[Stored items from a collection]
================================

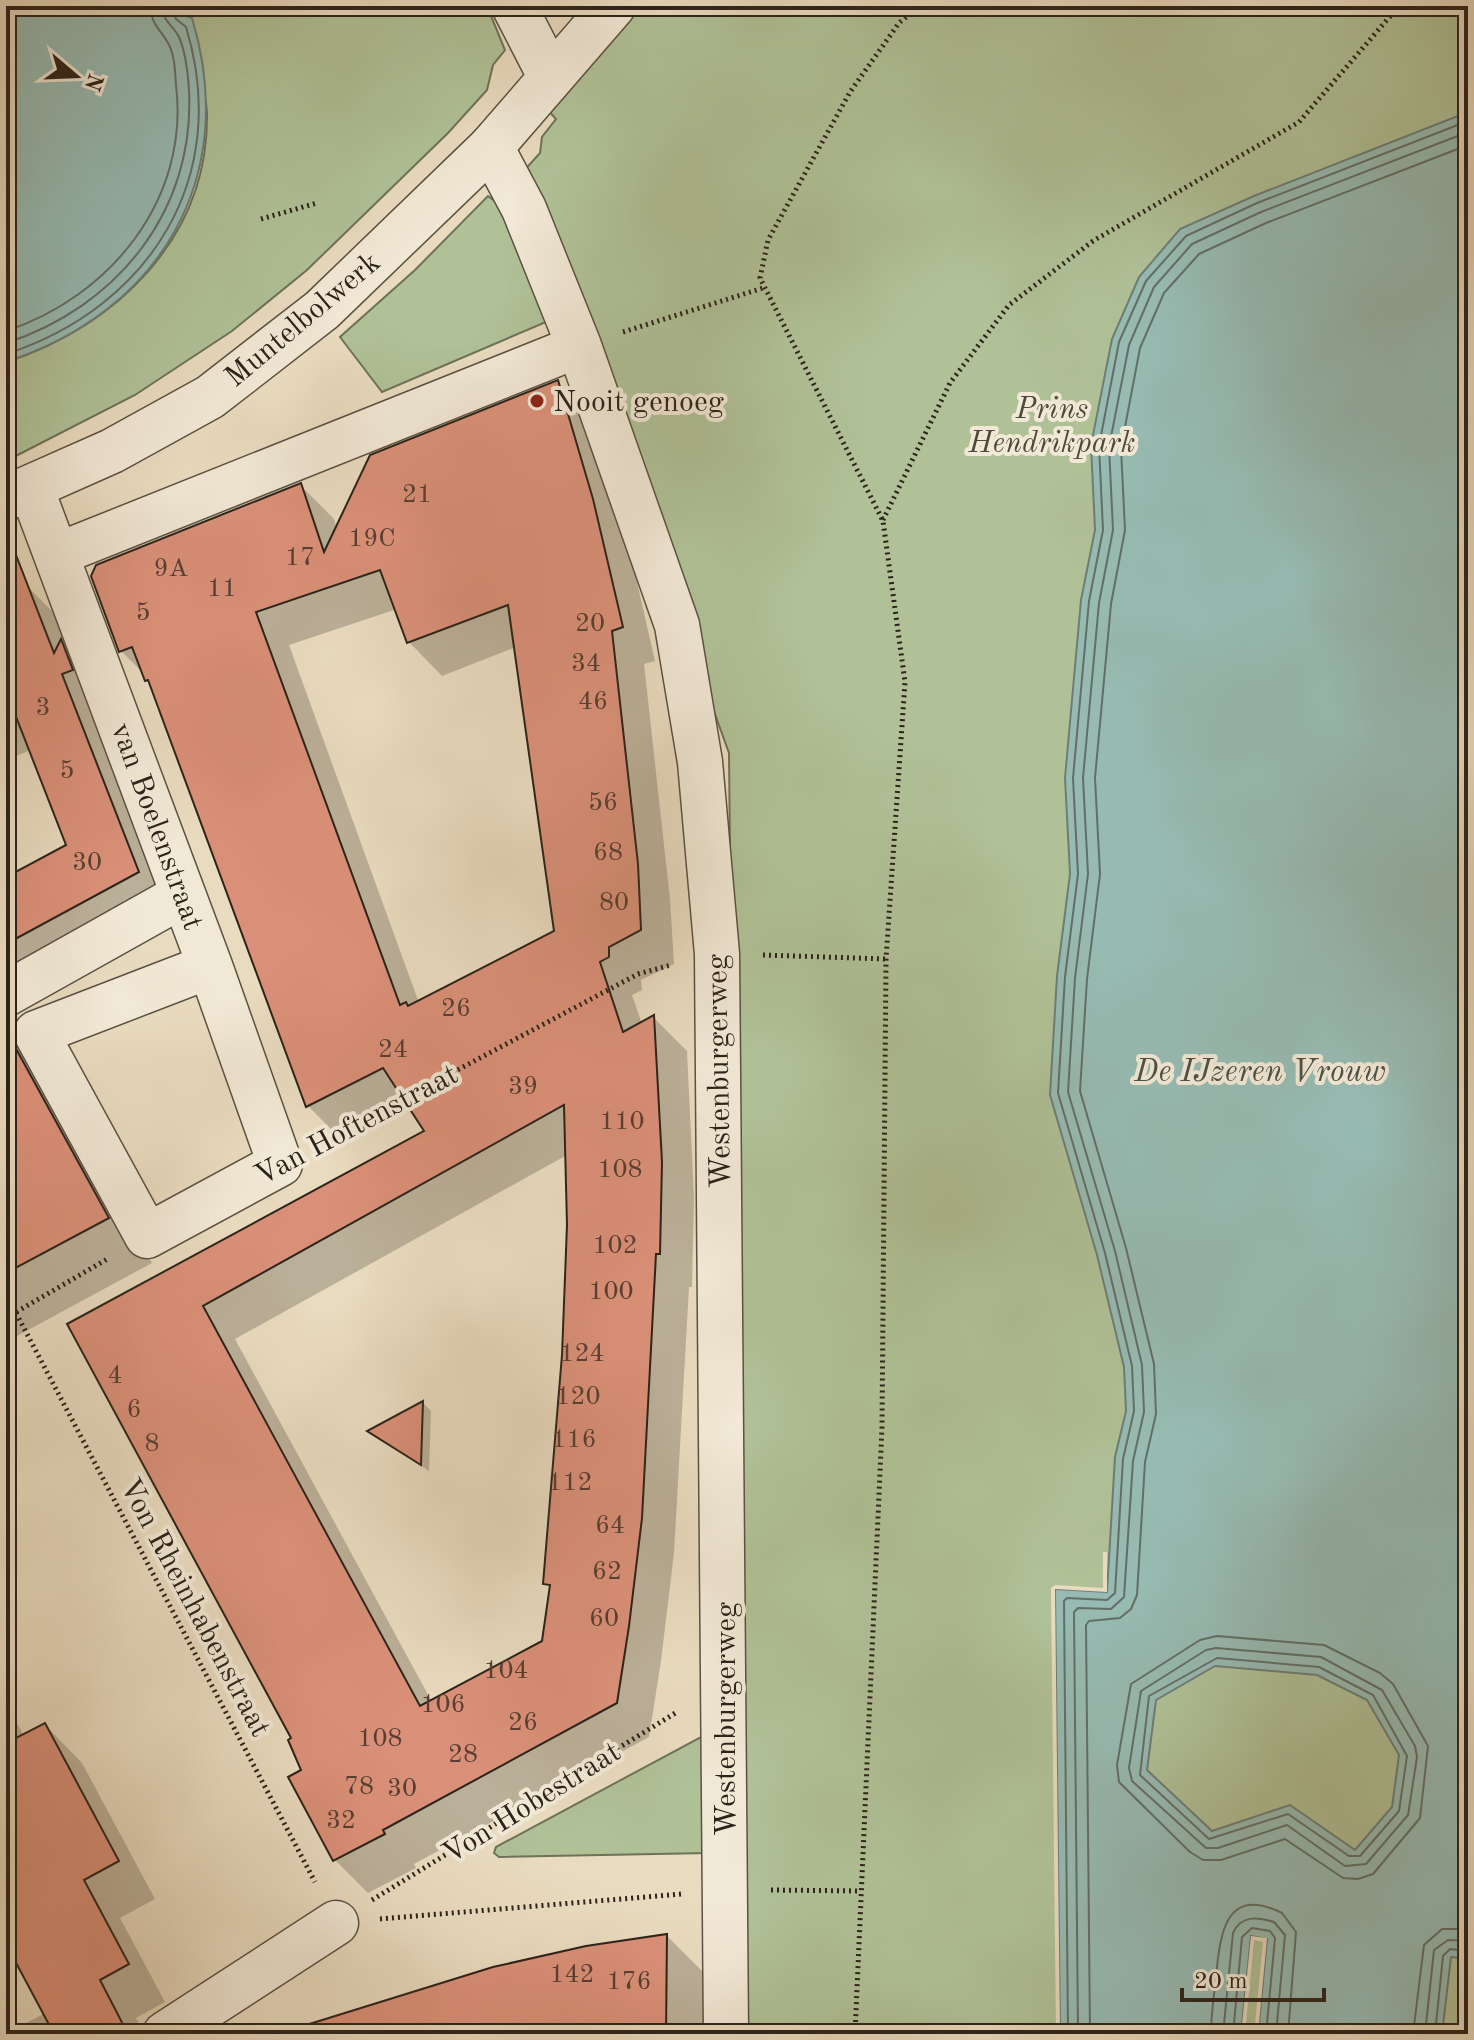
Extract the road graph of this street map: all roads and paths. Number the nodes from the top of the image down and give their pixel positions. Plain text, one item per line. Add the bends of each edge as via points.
1 (514, 6) edge
2 (613, 6) edge
3 (919, 6) edge
4 (1399, 6) edge
5 (550, 76) junction
6 (491, 147) junction
7 (317, 203) dead end
8 (261, 219) dead end
9 (763, 288) junction
10 (579, 346) junction
11 (19, 493) edge
12 (883, 521) junction
13 (58, 554) junction
14 (183, 895) junction
15 (717, 954) junction
16 (886, 959) junction
17 (210, 966) junction
18 (8, 993) edge
19 (36, 1033) junction
20 (280, 1164) junction
21 (147, 1236) junction
22 (16, 1313) junction
23 (6, 1318) edge
24 (725, 1682) junction
25 (726, 1889) junction
26 (861, 1891) junction
27 (336, 1923) junction
28 (165, 2034) edge
29 (726, 2034) edge
30 (855, 2034) edge

1 - 5 street
2 - 5 street, Muntelbolwerk
3 - 9 path via 899,23 850,92 768,240 760,278
4 - 12 path via 1299,122 1093,241 1009,305 950,383
5 - 6 street, Muntelbolwerk
6 - 10 street, Westenburgerweg via 524,209
6 - 11 street, Muntelbolwerk via 322,310 210,397
7 - 8 path
9 - 10 path
9 - 12 path
10 - 13 street
10 - 15 street, Westenburgerweg via 677,625 700,762
11 - 13 street, van Boelenstraat
12 - 16 path via 905,682
13 - 14 street, van Boelenstraat
14 - 17 street, van Boelenstraat
14 - 18 street
15 - 16 path, Van Hoftenstraat
15 - 20 path, Van Hoftenstraat via 638,974
15 - 24 street, Westenburgerweg
16 - 26 path via 882,1427
17 - 19 street
17 - 20 street, van Boelenstraat
18 - 19 street
19 - 21 street
20 - 21 street, Van Hoftenstraat
21 - 22 path
22 - 23 path
22 - 27 path, Von Rheinhabenstraat
24 - 25 street, Westenburgerweg
24 - 27 path, Von Hobestraat
25 - 26 path, Von Hobestraat
25 - 27 path, Von Hobestraat
25 - 29 street, Westenburgerweg
26 - 30 path
27 - 28 street

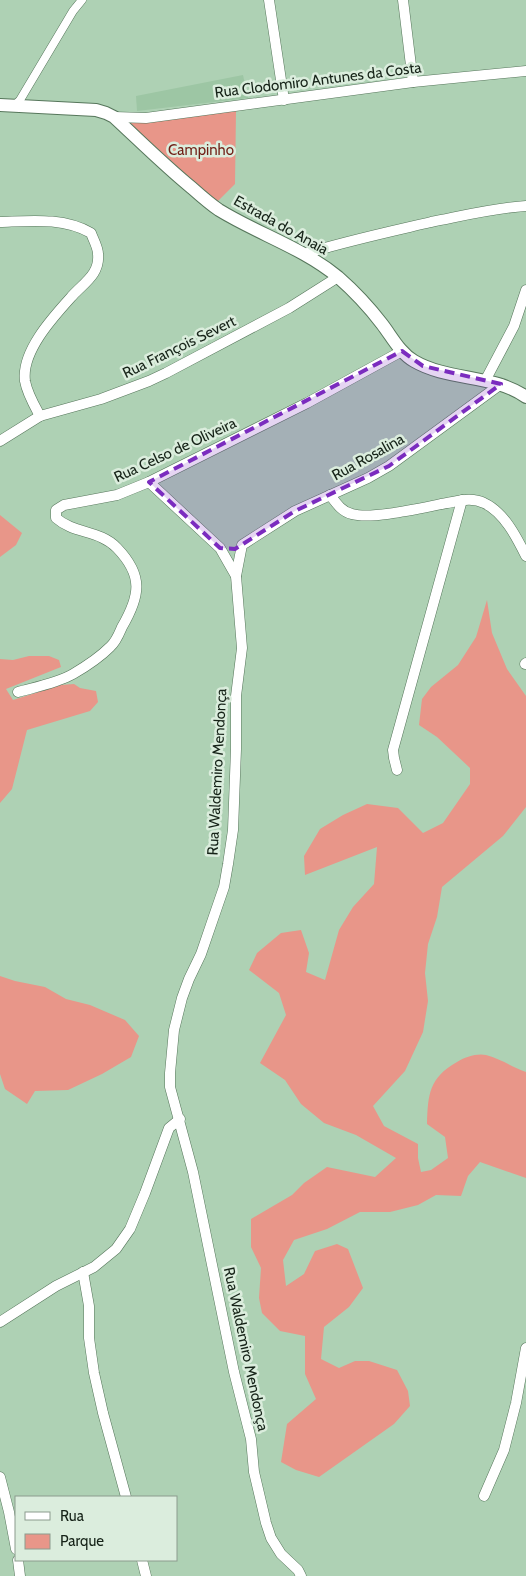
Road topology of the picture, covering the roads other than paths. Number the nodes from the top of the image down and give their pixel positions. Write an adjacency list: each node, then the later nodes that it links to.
1 (82, 0): 8 (street)
2 (269, 0): 6 (street)
3 (402, 0): 5 (street)
4 (526, 71): 5 (street, Rua Clodomiro Antunes da Costa)
5 (413, 82): 6 (street, Rua Clodomiro Antunes da Costa)
6 (284, 100): 9 (street, Rua Clodomiro Antunes da Costa)
7 (0, 104): 8 (street)
8 (14, 106): 9 (street)
9 (114, 117): 12 (street, Estrada do Anaia)
10 (526, 206): 12 (street)
11 (0, 222): 19 (street)
12 (304, 254): 13 (street, Estrada do Anaia)
13 (338, 277): 15 (street, Estrada do Anaia); 19 (street, Rua François Severt)
14 (526, 290): 16 (street)
15 (402, 351): 16 (street, Estrada do Anaia); 21 (street, Rua Celso de Oliveira)
16 (485, 382): 17 (street, Estrada do Anaia)
17 (501, 384): 18 (street, Estrada do Anaia); 22 (street, Rua Rosalina)
18 (526, 396)
19 (40, 416): 20 (street, Rua François Severt)
20 (0, 441)
21 (149, 482): 25 (street, Rua Waldemiro Mendonça); 28 (street, Rua Celso de Oliveira)
22 (330, 495): 23 (street); 24 (street, Rua Rosalina)
23 (462, 500): 26 (street); 29 (street)
24 (242, 545): 25 (street, Rua Rosalina); 27 (street)
25 (220, 548): 27 (street, Rua Waldemiro Mendonça)
26 (526, 556)
27 (236, 576): 30 (street, Rua Waldemiro Mendonça)
28 (18, 692)
29 (397, 770)
30 (180, 1119): 31 (street); 42 (street, Rua Waldemiro Mendonça)
31 (84, 1272): 32 (street); 35 (street)
32 (0, 1322)
33 (526, 1348): 36 (street)
34 (0, 1477): 37 (street)
35 (126, 1496)
36 (484, 1496)
37 (15, 1544)
38 (18, 1561): 40 (street)
39 (142, 1561): 41 (street)
40 (20, 1576)
41 (146, 1576)
42 (301, 1576)

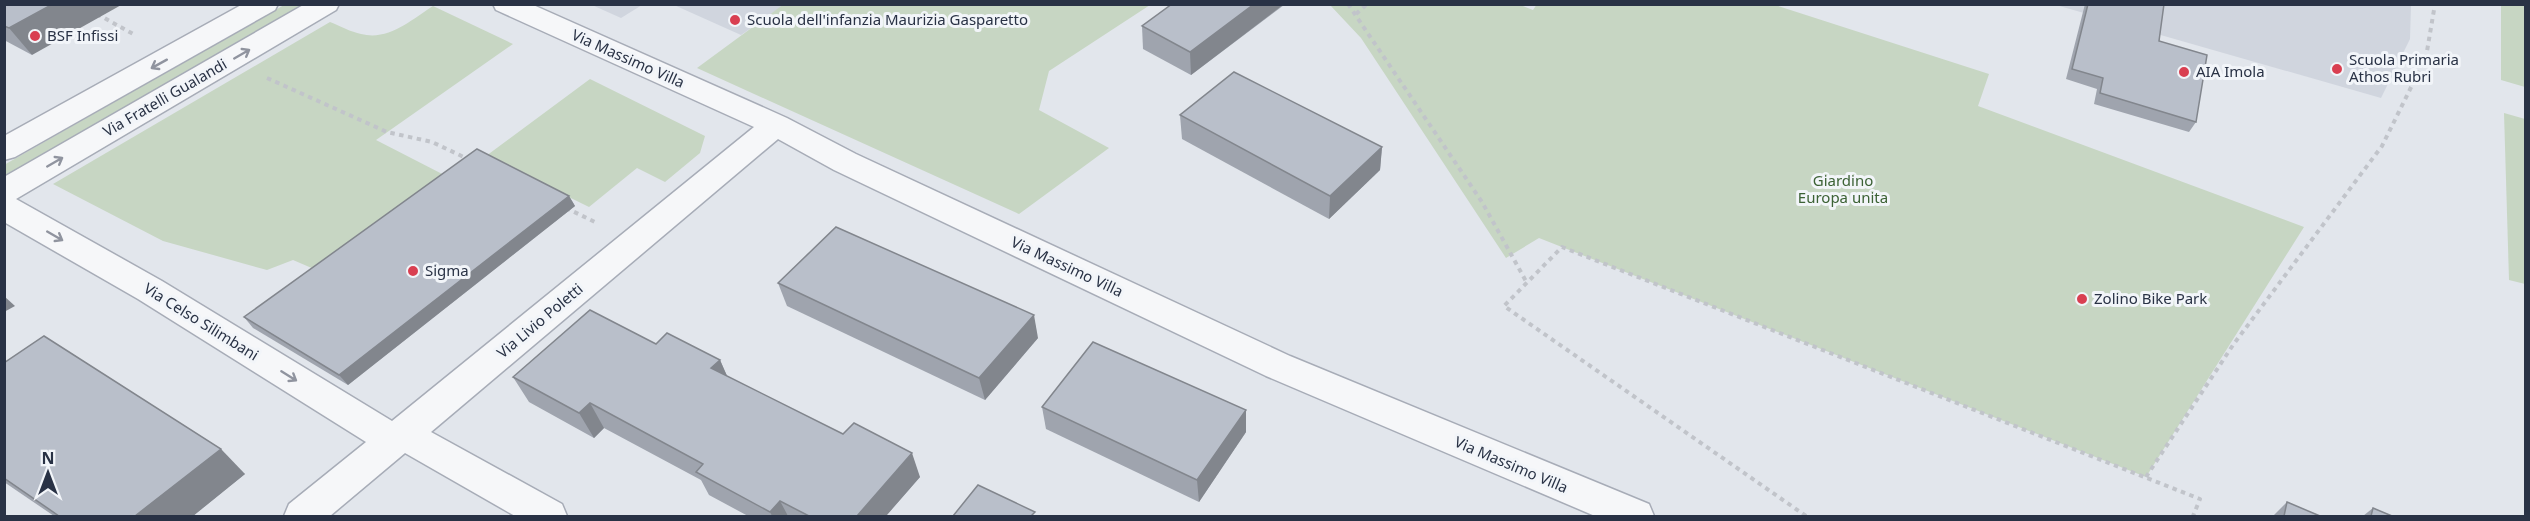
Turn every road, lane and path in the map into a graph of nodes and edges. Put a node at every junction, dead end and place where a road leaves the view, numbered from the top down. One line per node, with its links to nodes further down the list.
1 (266, 4): 12 (street, one-way to 12)
2 (326, 4): 14 (street, Via Fratelli Gualandi, one-way to 2)
3 (506, 4): 11 (street, Via Massimo Villa)
4 (1348, 4): 8 (path)
5 (1367, 4): 8 (path)
6 (2435, 4): 20 (path)
7 (91, 9): 9 (path)
8 (1356, 14): 18 (path)
9 (138, 36)
10 (258, 75): 13 (path)
11 (776, 125): 19 (street, Via Livio Poletti); 23 (street, Via Massimo Villa)
12 (4, 150)
13 (475, 162)
14 (4, 192)
15 (560, 204): 17 (path)
16 (4, 207): 19 (street, Via Celso Silimbani, one-way to 19)
17 (581, 215)
18 (1527, 283): 20 (path); 24 (path)
19 (399, 437): 21 (street, Via Livio Poletti); 22 (street, Via Celso Silimbani)
20 (2146, 477): 25 (path)
21 (303, 516)
22 (548, 516)
23 (1635, 516)
24 (1806, 516)
25 (2193, 516)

================================

_ASSIGNED TASK_: Word for word, repeat each record above; leave out every picture.

_OUTPUT OF THE EXERCISE_:
Extract the road graph of this street map: all roads and paths. Number the nodes from the top of the image down and give their pixel positions. Plain text, one item per line. Add the bends of each edge as via points.
1 (514, 6) edge
2 (613, 6) edge
3 (919, 6) edge
4 (1399, 6) edge
5 (550, 76) junction
6 (491, 147) junction
7 (317, 203) dead end
8 (261, 219) dead end
9 (763, 288) junction
10 (579, 346) junction
11 (19, 493) edge
12 (883, 521) junction
13 (58, 554) junction
14 (183, 895) junction
15 (717, 954) junction
16 (886, 959) junction
17 (210, 966) junction
18 (8, 993) edge
19 (36, 1033) junction
20 (280, 1164) junction
21 (147, 1236) junction
22 (16, 1313) junction
23 (6, 1318) edge
24 (725, 1682) junction
25 (726, 1889) junction
26 (861, 1891) junction
27 (336, 1923) junction
28 (165, 2034) edge
29 (726, 2034) edge
30 (855, 2034) edge

1 - 5 street
2 - 5 street, Muntelbolwerk
3 - 9 path via 899,23 850,92 768,240 760,278
4 - 12 path via 1299,122 1093,241 1009,305 950,383
5 - 6 street, Muntelbolwerk
6 - 10 street, Westenburgerweg via 524,209
6 - 11 street, Muntelbolwerk via 322,310 210,397
7 - 8 path
9 - 10 path
9 - 12 path
10 - 13 street
10 - 15 street, Westenburgerweg via 677,625 700,762
11 - 13 street, van Boelenstraat
12 - 16 path via 905,682
13 - 14 street, van Boelenstraat
14 - 17 street, van Boelenstraat
14 - 18 street
15 - 16 path, Van Hoftenstraat
15 - 20 path, Van Hoftenstraat via 638,974
15 - 24 street, Westenburgerweg
16 - 26 path via 882,1427
17 - 19 street
17 - 20 street, van Boelenstraat
18 - 19 street
19 - 21 street
20 - 21 street, Van Hoftenstraat
21 - 22 path
22 - 23 path
22 - 27 path, Von Rheinhabenstraat
24 - 25 street, Westenburgerweg
24 - 27 path, Von Hobestraat
25 - 26 path, Von Hobestraat
25 - 27 path, Von Hobestraat
25 - 29 street, Westenburgerweg
26 - 30 path
27 - 28 street

Road topology of the picture, covering the roads other than paths. Number the nodes from the top of the image down and give their pixel positions. Write an adjacency list: each node, then the later nodes that it links to.
1 (82, 0): 8 (street)
2 (269, 0): 6 (street)
3 (402, 0): 5 (street)
4 (526, 71): 5 (street, Rua Clodomiro Antunes da Costa)
5 (413, 82): 6 (street, Rua Clodomiro Antunes da Costa)
6 (284, 100): 9 (street, Rua Clodomiro Antunes da Costa)
7 (0, 104): 8 (street)
8 (14, 106): 9 (street)
9 (114, 117): 12 (street, Estrada do Anaia)
10 (526, 206): 12 (street)
11 (0, 222): 19 (street)
12 (304, 254): 13 (street, Estrada do Anaia)
13 (338, 277): 15 (street, Estrada do Anaia); 19 (street, Rua François Severt)
14 (526, 290): 16 (street)
15 (402, 351): 16 (street, Estrada do Anaia); 21 (street, Rua Celso de Oliveira)
16 (485, 382): 17 (street, Estrada do Anaia)
17 (501, 384): 18 (street, Estrada do Anaia); 22 (street, Rua Rosalina)
18 (526, 396)
19 (40, 416): 20 (street, Rua François Severt)
20 (0, 441)
21 (149, 482): 25 (street, Rua Waldemiro Mendonça); 28 (street, Rua Celso de Oliveira)
22 (330, 495): 23 (street); 24 (street, Rua Rosalina)
23 (462, 500): 26 (street); 29 (street)
24 (242, 545): 25 (street, Rua Rosalina); 27 (street)
25 (220, 548): 27 (street, Rua Waldemiro Mendonça)
26 (526, 556)
27 (236, 576): 30 (street, Rua Waldemiro Mendonça)
28 (18, 692)
29 (397, 770)
30 (180, 1119): 31 (street); 42 (street, Rua Waldemiro Mendonça)
31 (84, 1272): 32 (street); 35 (street)
32 (0, 1322)
33 (526, 1348): 36 (street)
34 (0, 1477): 37 (street)
35 (126, 1496)
36 (484, 1496)
37 (15, 1544)
38 (18, 1561): 40 (street)
39 (142, 1561): 41 (street)
40 (20, 1576)
41 (146, 1576)
42 (301, 1576)

Turn every road, lane and path in the map into a graph of nodes and edges. Put a node at every junction, dead end and place where a road leaves the view, numbered from the top down. One line per node, with its links to nodes further down the list.
1 (266, 4): 12 (street, one-way to 12)
2 (326, 4): 14 (street, Via Fratelli Gualandi, one-way to 2)
3 (506, 4): 11 (street, Via Massimo Villa)
4 (1348, 4): 8 (path)
5 (1367, 4): 8 (path)
6 (2435, 4): 20 (path)
7 (91, 9): 9 (path)
8 (1356, 14): 18 (path)
9 (138, 36)
10 (258, 75): 13 (path)
11 (776, 125): 19 (street, Via Livio Poletti); 23 (street, Via Massimo Villa)
12 (4, 150)
13 (475, 162)
14 (4, 192)
15 (560, 204): 17 (path)
16 (4, 207): 19 (street, Via Celso Silimbani, one-way to 19)
17 (581, 215)
18 (1527, 283): 20 (path); 24 (path)
19 (399, 437): 21 (street, Via Livio Poletti); 22 (street, Via Celso Silimbani)
20 (2146, 477): 25 (path)
21 (303, 516)
22 (548, 516)
23 (1635, 516)
24 (1806, 516)
25 (2193, 516)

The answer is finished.